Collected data

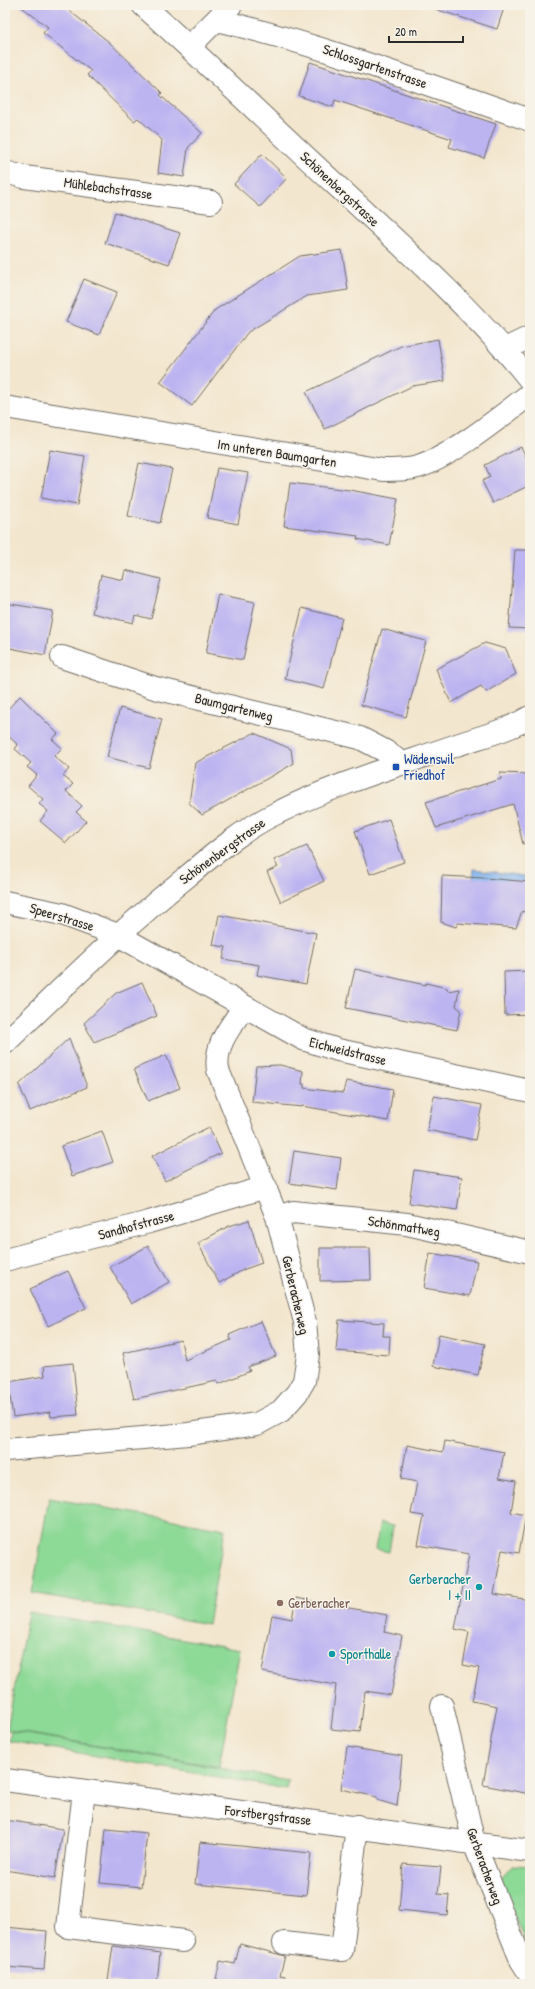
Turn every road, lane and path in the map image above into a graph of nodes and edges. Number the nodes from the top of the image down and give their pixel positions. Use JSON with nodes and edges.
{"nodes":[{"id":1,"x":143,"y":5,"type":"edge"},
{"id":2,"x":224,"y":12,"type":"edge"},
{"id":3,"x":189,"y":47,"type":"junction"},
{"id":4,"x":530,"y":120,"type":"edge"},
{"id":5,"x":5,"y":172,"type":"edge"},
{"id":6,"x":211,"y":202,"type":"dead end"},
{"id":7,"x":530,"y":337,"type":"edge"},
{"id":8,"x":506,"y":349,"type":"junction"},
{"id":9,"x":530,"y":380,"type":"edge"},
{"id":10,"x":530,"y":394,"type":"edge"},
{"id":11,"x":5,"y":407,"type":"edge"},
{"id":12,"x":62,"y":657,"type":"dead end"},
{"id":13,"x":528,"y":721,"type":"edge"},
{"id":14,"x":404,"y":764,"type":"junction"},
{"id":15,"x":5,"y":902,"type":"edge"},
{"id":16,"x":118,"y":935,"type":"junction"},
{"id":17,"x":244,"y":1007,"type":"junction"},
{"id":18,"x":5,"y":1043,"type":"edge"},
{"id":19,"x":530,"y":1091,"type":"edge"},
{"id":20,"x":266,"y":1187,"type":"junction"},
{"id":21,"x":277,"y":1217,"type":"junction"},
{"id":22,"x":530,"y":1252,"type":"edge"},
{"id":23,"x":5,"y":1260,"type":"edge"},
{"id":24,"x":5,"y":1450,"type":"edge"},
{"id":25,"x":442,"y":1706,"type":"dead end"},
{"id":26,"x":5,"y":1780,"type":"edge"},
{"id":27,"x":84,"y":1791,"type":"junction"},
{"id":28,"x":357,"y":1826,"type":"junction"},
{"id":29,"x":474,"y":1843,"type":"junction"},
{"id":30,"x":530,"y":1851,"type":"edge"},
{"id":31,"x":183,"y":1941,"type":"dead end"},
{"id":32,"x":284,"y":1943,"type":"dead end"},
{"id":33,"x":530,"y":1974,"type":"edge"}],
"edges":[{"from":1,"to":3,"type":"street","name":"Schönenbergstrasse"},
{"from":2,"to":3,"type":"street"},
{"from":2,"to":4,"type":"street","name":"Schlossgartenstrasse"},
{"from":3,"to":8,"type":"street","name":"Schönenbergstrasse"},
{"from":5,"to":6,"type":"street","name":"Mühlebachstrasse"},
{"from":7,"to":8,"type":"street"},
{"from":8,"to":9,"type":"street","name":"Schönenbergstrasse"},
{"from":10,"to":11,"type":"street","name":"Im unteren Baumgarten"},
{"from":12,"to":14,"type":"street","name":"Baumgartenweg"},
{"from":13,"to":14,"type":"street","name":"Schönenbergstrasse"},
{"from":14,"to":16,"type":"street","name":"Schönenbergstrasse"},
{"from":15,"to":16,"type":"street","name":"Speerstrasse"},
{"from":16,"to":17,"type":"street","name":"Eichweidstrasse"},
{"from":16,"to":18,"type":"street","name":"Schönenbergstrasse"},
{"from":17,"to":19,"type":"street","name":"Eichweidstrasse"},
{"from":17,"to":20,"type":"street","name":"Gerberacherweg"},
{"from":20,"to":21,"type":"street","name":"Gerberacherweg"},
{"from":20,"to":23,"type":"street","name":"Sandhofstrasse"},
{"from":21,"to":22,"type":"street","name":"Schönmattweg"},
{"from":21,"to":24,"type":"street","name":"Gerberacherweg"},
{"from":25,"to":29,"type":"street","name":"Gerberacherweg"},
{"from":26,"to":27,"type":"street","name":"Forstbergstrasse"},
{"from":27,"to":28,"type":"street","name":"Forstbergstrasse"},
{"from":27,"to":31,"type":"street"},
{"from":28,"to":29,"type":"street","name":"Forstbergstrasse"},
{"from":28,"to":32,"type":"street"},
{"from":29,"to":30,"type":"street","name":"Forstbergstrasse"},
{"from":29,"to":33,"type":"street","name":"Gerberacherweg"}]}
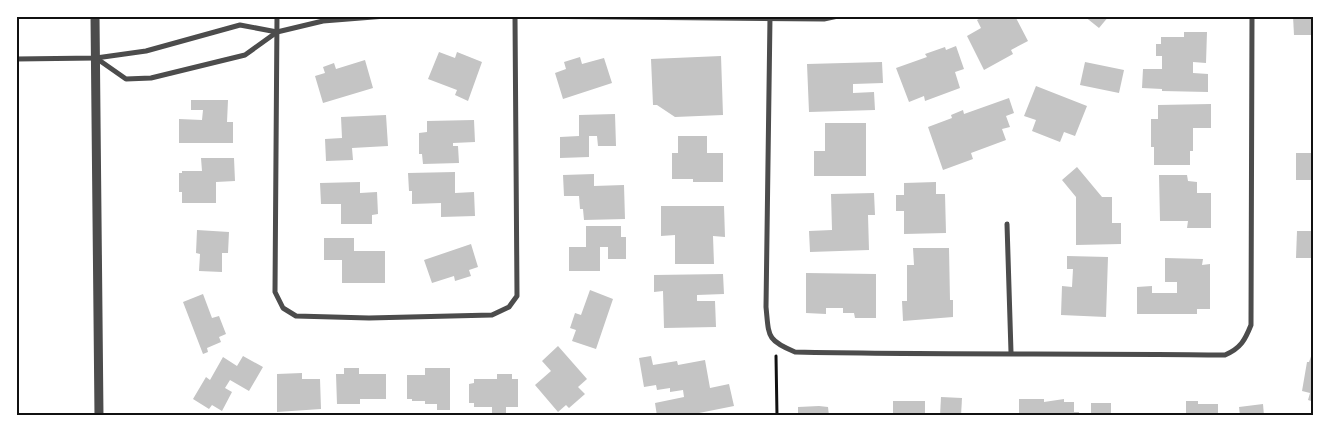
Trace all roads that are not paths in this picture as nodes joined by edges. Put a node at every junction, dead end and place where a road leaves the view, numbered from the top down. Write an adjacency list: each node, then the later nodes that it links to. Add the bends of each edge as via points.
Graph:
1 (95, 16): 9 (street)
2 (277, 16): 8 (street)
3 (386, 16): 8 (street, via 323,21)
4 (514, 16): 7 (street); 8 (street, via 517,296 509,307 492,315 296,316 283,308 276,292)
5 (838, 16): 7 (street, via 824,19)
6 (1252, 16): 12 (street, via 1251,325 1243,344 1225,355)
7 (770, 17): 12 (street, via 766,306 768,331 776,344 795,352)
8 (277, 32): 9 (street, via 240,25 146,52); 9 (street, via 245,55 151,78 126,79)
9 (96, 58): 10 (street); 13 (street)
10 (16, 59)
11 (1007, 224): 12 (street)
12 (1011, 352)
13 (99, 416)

▶ [WHAT YOU NEED TO DO]
With the images omitted, output all entries exactly as given.

▶ [TASK OUTPUT]
Turn every road, lane and path in the map image above into a graph of nodes and edges. Number the nodes from the top of the image down and give their pixel positions. Use JSON with nodes and edges.
{"nodes":[{"id":1,"x":143,"y":5,"type":"edge"},
{"id":2,"x":224,"y":12,"type":"edge"},
{"id":3,"x":189,"y":47,"type":"junction"},
{"id":4,"x":530,"y":120,"type":"edge"},
{"id":5,"x":5,"y":172,"type":"edge"},
{"id":6,"x":211,"y":202,"type":"dead end"},
{"id":7,"x":530,"y":337,"type":"edge"},
{"id":8,"x":506,"y":349,"type":"junction"},
{"id":9,"x":530,"y":380,"type":"edge"},
{"id":10,"x":530,"y":394,"type":"edge"},
{"id":11,"x":5,"y":407,"type":"edge"},
{"id":12,"x":62,"y":657,"type":"dead end"},
{"id":13,"x":528,"y":721,"type":"edge"},
{"id":14,"x":404,"y":764,"type":"junction"},
{"id":15,"x":5,"y":902,"type":"edge"},
{"id":16,"x":118,"y":935,"type":"junction"},
{"id":17,"x":244,"y":1007,"type":"junction"},
{"id":18,"x":5,"y":1043,"type":"edge"},
{"id":19,"x":530,"y":1091,"type":"edge"},
{"id":20,"x":266,"y":1187,"type":"junction"},
{"id":21,"x":277,"y":1217,"type":"junction"},
{"id":22,"x":530,"y":1252,"type":"edge"},
{"id":23,"x":5,"y":1260,"type":"edge"},
{"id":24,"x":5,"y":1450,"type":"edge"},
{"id":25,"x":442,"y":1706,"type":"dead end"},
{"id":26,"x":5,"y":1780,"type":"edge"},
{"id":27,"x":84,"y":1791,"type":"junction"},
{"id":28,"x":357,"y":1826,"type":"junction"},
{"id":29,"x":474,"y":1843,"type":"junction"},
{"id":30,"x":530,"y":1851,"type":"edge"},
{"id":31,"x":183,"y":1941,"type":"dead end"},
{"id":32,"x":284,"y":1943,"type":"dead end"},
{"id":33,"x":530,"y":1974,"type":"edge"}],
"edges":[{"from":1,"to":3,"type":"street","name":"Schönenbergstrasse"},
{"from":2,"to":3,"type":"street"},
{"from":2,"to":4,"type":"street","name":"Schlossgartenstrasse"},
{"from":3,"to":8,"type":"street","name":"Schönenbergstrasse"},
{"from":5,"to":6,"type":"street","name":"Mühlebachstrasse"},
{"from":7,"to":8,"type":"street"},
{"from":8,"to":9,"type":"street","name":"Schönenbergstrasse"},
{"from":10,"to":11,"type":"street","name":"Im unteren Baumgarten"},
{"from":12,"to":14,"type":"street","name":"Baumgartenweg"},
{"from":13,"to":14,"type":"street","name":"Schönenbergstrasse"},
{"from":14,"to":16,"type":"street","name":"Schönenbergstrasse"},
{"from":15,"to":16,"type":"street","name":"Speerstrasse"},
{"from":16,"to":17,"type":"street","name":"Eichweidstrasse"},
{"from":16,"to":18,"type":"street","name":"Schönenbergstrasse"},
{"from":17,"to":19,"type":"street","name":"Eichweidstrasse"},
{"from":17,"to":20,"type":"street","name":"Gerberacherweg"},
{"from":20,"to":21,"type":"street","name":"Gerberacherweg"},
{"from":20,"to":23,"type":"street","name":"Sandhofstrasse"},
{"from":21,"to":22,"type":"street","name":"Schönmattweg"},
{"from":21,"to":24,"type":"street","name":"Gerberacherweg"},
{"from":25,"to":29,"type":"street","name":"Gerberacherweg"},
{"from":26,"to":27,"type":"street","name":"Forstbergstrasse"},
{"from":27,"to":28,"type":"street","name":"Forstbergstrasse"},
{"from":27,"to":31,"type":"street"},
{"from":28,"to":29,"type":"street","name":"Forstbergstrasse"},
{"from":28,"to":32,"type":"street"},
{"from":29,"to":30,"type":"street","name":"Forstbergstrasse"},
{"from":29,"to":33,"type":"street","name":"Gerberacherweg"}]}
Trace all roads that are not paths in this picture as nodes joined by edges. Put a node at every junction, dead end and place where a road leaves the view, numbered from the top down. Write an adjacency list: each node, then the later nodes that it links to. Add the bends of each edge as via points.
Graph:
1 (95, 16): 9 (street)
2 (277, 16): 8 (street)
3 (386, 16): 8 (street, via 323,21)
4 (514, 16): 7 (street); 8 (street, via 517,296 509,307 492,315 296,316 283,308 276,292)
5 (838, 16): 7 (street, via 824,19)
6 (1252, 16): 12 (street, via 1251,325 1243,344 1225,355)
7 (770, 17): 12 (street, via 766,306 768,331 776,344 795,352)
8 (277, 32): 9 (street, via 240,25 146,52); 9 (street, via 245,55 151,78 126,79)
9 (96, 58): 10 (street); 13 (street)
10 (16, 59)
11 (1007, 224): 12 (street)
12 (1011, 352)
13 (99, 416)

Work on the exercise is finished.